Work instruction: What is needed is a word-for-word copy of every record below, minus the pictures.

(Material for this task)

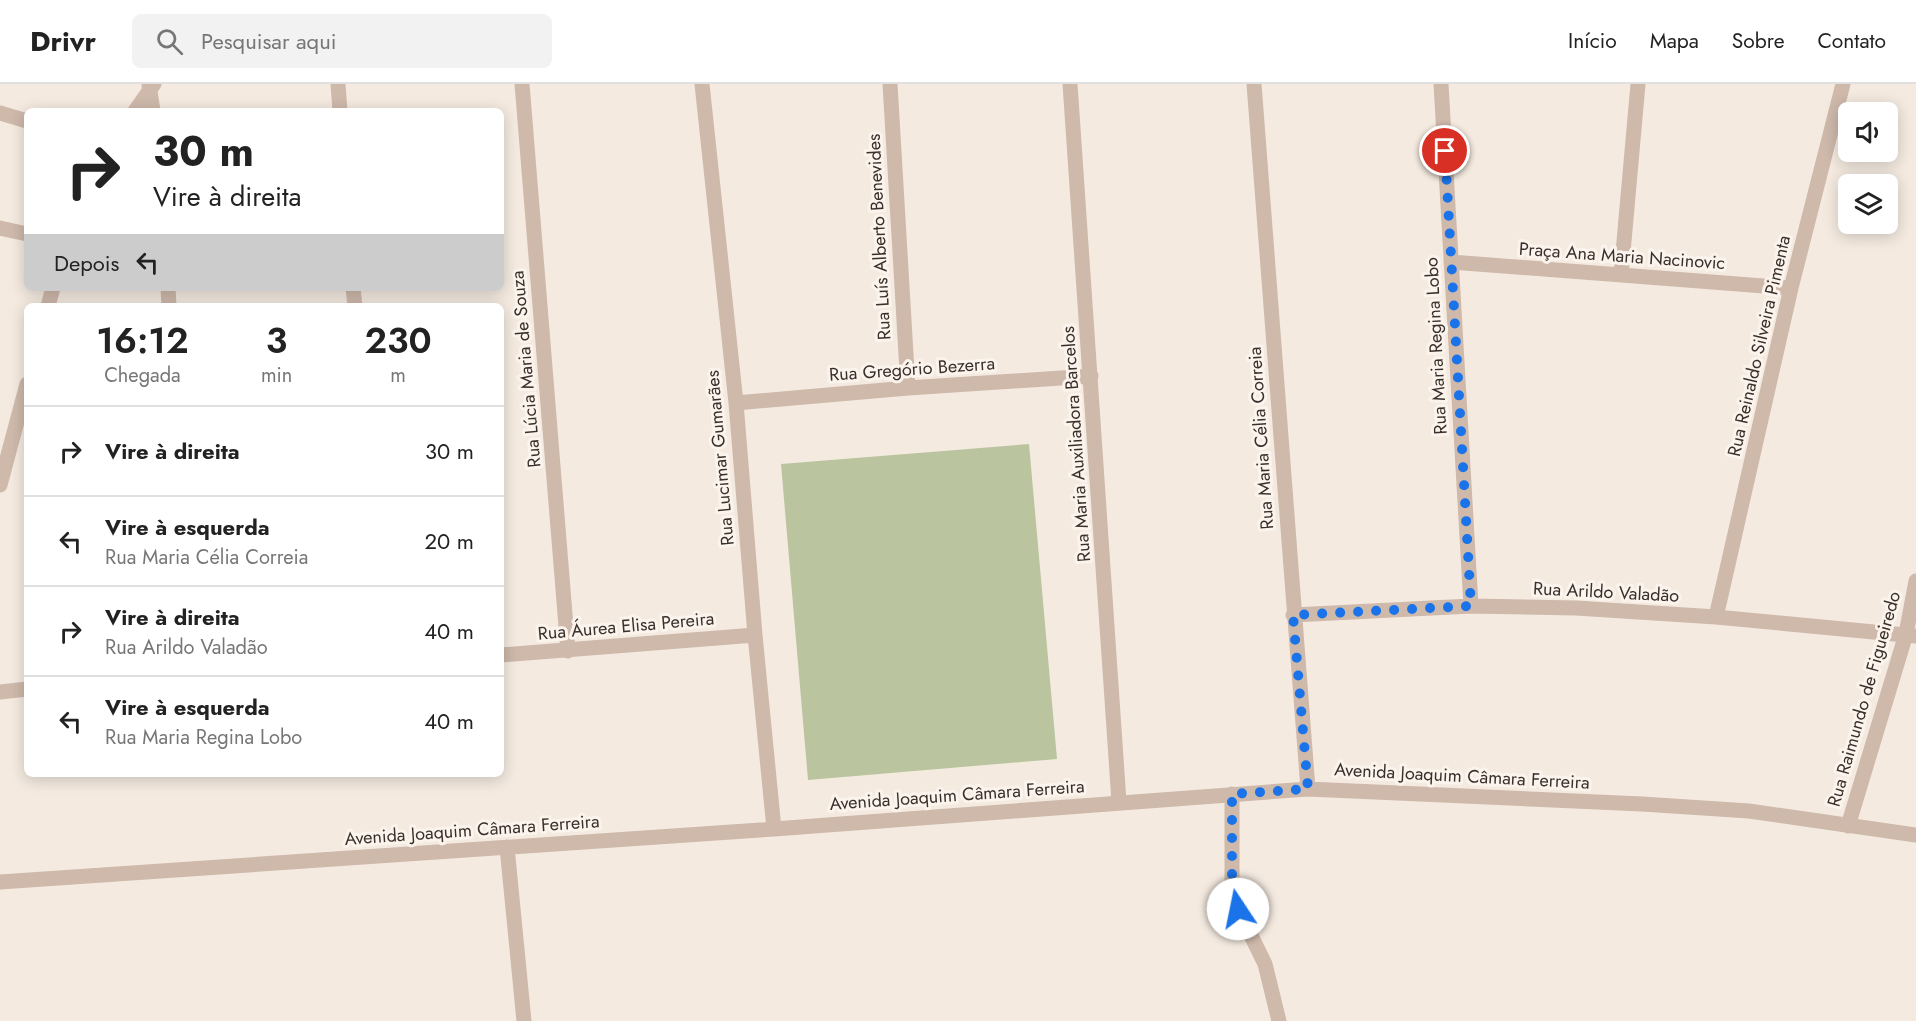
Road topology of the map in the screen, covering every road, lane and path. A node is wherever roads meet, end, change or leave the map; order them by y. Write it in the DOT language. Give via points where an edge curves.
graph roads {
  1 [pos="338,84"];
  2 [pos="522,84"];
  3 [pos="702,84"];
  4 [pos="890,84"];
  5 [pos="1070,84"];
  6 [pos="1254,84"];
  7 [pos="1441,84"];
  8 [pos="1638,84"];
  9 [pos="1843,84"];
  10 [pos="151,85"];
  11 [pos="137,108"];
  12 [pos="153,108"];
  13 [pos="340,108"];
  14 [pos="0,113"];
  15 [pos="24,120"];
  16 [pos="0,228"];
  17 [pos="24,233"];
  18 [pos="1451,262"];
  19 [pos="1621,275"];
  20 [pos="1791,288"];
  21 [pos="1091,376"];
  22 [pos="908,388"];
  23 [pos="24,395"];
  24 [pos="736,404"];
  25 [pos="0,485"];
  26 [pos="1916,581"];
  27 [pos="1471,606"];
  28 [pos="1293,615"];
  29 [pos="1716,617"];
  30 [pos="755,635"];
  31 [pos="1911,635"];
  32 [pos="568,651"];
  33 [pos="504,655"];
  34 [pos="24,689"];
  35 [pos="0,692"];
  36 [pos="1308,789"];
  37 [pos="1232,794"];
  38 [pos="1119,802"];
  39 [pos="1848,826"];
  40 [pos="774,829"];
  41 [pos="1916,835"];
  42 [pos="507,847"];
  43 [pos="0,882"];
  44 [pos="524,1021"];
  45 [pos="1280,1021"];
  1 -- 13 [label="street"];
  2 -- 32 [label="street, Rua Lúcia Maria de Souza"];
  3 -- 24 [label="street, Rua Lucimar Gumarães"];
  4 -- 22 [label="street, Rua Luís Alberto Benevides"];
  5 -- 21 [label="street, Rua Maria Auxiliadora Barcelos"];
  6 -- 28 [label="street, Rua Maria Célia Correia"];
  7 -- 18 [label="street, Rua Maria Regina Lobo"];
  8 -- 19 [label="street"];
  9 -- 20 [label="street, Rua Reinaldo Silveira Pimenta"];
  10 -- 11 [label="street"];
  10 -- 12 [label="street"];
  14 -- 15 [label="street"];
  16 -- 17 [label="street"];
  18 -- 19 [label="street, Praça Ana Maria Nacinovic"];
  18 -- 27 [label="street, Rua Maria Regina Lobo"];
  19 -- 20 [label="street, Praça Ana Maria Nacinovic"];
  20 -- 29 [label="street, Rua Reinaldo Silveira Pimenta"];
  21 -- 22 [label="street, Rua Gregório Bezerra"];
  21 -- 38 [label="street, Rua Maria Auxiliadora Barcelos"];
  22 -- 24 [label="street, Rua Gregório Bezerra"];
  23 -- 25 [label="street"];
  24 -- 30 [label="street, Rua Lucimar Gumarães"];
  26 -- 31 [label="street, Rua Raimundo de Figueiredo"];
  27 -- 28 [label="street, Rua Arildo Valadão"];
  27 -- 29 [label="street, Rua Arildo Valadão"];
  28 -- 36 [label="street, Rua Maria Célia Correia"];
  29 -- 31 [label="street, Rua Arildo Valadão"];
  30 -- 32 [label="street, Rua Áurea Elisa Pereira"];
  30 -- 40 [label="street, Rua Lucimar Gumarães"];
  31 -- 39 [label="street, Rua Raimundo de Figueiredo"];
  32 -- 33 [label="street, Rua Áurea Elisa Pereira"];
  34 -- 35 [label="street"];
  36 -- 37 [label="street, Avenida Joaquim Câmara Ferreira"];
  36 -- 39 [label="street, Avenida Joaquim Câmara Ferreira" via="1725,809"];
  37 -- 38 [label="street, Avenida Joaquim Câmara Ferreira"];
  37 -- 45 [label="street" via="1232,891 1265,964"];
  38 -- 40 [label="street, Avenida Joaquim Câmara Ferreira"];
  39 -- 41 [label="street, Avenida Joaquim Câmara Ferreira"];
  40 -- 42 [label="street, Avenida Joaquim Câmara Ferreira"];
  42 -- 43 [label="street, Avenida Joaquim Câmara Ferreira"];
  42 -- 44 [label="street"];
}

(End Material for this task)

Task answer:
Road topology of the map in the screen, covering every road, lane and path. A node is wherever roads meet, end, change or leave the map; order them by y. Write it in the DOT language. Give via points where an edge curves.
graph roads {
  1 [pos="338,84"];
  2 [pos="522,84"];
  3 [pos="702,84"];
  4 [pos="890,84"];
  5 [pos="1070,84"];
  6 [pos="1254,84"];
  7 [pos="1441,84"];
  8 [pos="1638,84"];
  9 [pos="1843,84"];
  10 [pos="151,85"];
  11 [pos="137,108"];
  12 [pos="153,108"];
  13 [pos="340,108"];
  14 [pos="0,113"];
  15 [pos="24,120"];
  16 [pos="0,228"];
  17 [pos="24,233"];
  18 [pos="1451,262"];
  19 [pos="1621,275"];
  20 [pos="1791,288"];
  21 [pos="1091,376"];
  22 [pos="908,388"];
  23 [pos="24,395"];
  24 [pos="736,404"];
  25 [pos="0,485"];
  26 [pos="1916,581"];
  27 [pos="1471,606"];
  28 [pos="1293,615"];
  29 [pos="1716,617"];
  30 [pos="755,635"];
  31 [pos="1911,635"];
  32 [pos="568,651"];
  33 [pos="504,655"];
  34 [pos="24,689"];
  35 [pos="0,692"];
  36 [pos="1308,789"];
  37 [pos="1232,794"];
  38 [pos="1119,802"];
  39 [pos="1848,826"];
  40 [pos="774,829"];
  41 [pos="1916,835"];
  42 [pos="507,847"];
  43 [pos="0,882"];
  44 [pos="524,1021"];
  45 [pos="1280,1021"];
  1 -- 13 [label="street"];
  2 -- 32 [label="street, Rua Lúcia Maria de Souza"];
  3 -- 24 [label="street, Rua Lucimar Gumarães"];
  4 -- 22 [label="street, Rua Luís Alberto Benevides"];
  5 -- 21 [label="street, Rua Maria Auxiliadora Barcelos"];
  6 -- 28 [label="street, Rua Maria Célia Correia"];
  7 -- 18 [label="street, Rua Maria Regina Lobo"];
  8 -- 19 [label="street"];
  9 -- 20 [label="street, Rua Reinaldo Silveira Pimenta"];
  10 -- 11 [label="street"];
  10 -- 12 [label="street"];
  14 -- 15 [label="street"];
  16 -- 17 [label="street"];
  18 -- 19 [label="street, Praça Ana Maria Nacinovic"];
  18 -- 27 [label="street, Rua Maria Regina Lobo"];
  19 -- 20 [label="street, Praça Ana Maria Nacinovic"];
  20 -- 29 [label="street, Rua Reinaldo Silveira Pimenta"];
  21 -- 22 [label="street, Rua Gregório Bezerra"];
  21 -- 38 [label="street, Rua Maria Auxiliadora Barcelos"];
  22 -- 24 [label="street, Rua Gregório Bezerra"];
  23 -- 25 [label="street"];
  24 -- 30 [label="street, Rua Lucimar Gumarães"];
  26 -- 31 [label="street, Rua Raimundo de Figueiredo"];
  27 -- 28 [label="street, Rua Arildo Valadão"];
  27 -- 29 [label="street, Rua Arildo Valadão"];
  28 -- 36 [label="street, Rua Maria Célia Correia"];
  29 -- 31 [label="street, Rua Arildo Valadão"];
  30 -- 32 [label="street, Rua Áurea Elisa Pereira"];
  30 -- 40 [label="street, Rua Lucimar Gumarães"];
  31 -- 39 [label="street, Rua Raimundo de Figueiredo"];
  32 -- 33 [label="street, Rua Áurea Elisa Pereira"];
  34 -- 35 [label="street"];
  36 -- 37 [label="street, Avenida Joaquim Câmara Ferreira"];
  36 -- 39 [label="street, Avenida Joaquim Câmara Ferreira" via="1725,809"];
  37 -- 38 [label="street, Avenida Joaquim Câmara Ferreira"];
  37 -- 45 [label="street" via="1232,891 1265,964"];
  38 -- 40 [label="street, Avenida Joaquim Câmara Ferreira"];
  39 -- 41 [label="street, Avenida Joaquim Câmara Ferreira"];
  40 -- 42 [label="street, Avenida Joaquim Câmara Ferreira"];
  42 -- 43 [label="street, Avenida Joaquim Câmara Ferreira"];
  42 -- 44 [label="street"];
}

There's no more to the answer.